Only the lines holding the string "thumb" are needed; copy each of them from the data.

**Input for this task**:
Start of Block

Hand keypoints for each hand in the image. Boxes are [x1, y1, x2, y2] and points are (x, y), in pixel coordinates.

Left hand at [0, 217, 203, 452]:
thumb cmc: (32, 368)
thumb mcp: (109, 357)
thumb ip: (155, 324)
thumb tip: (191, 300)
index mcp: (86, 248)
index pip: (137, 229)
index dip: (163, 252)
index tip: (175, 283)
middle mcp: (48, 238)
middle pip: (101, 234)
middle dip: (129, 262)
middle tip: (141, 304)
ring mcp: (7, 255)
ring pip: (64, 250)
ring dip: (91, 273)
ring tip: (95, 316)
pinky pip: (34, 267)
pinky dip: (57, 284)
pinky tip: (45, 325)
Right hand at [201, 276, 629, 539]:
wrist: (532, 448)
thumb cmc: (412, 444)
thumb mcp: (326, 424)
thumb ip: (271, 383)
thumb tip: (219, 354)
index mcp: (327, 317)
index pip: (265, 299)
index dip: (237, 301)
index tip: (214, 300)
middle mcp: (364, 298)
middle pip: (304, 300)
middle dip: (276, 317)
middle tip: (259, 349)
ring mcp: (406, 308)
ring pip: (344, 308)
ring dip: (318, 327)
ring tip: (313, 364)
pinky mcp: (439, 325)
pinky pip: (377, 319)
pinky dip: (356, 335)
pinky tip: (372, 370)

End of Block
Start of Block

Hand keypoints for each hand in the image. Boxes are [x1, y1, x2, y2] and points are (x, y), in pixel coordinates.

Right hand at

End of Block

**Task result**:
thumb cmc: (32, 368)
thumb mcp: (109, 357)
thumb ip: (155, 324)
thumb tip: (191, 300)
thumb cmc: (412, 444)
thumb mcp: (326, 424)
thumb ip: (271, 383)
thumb tip: (219, 354)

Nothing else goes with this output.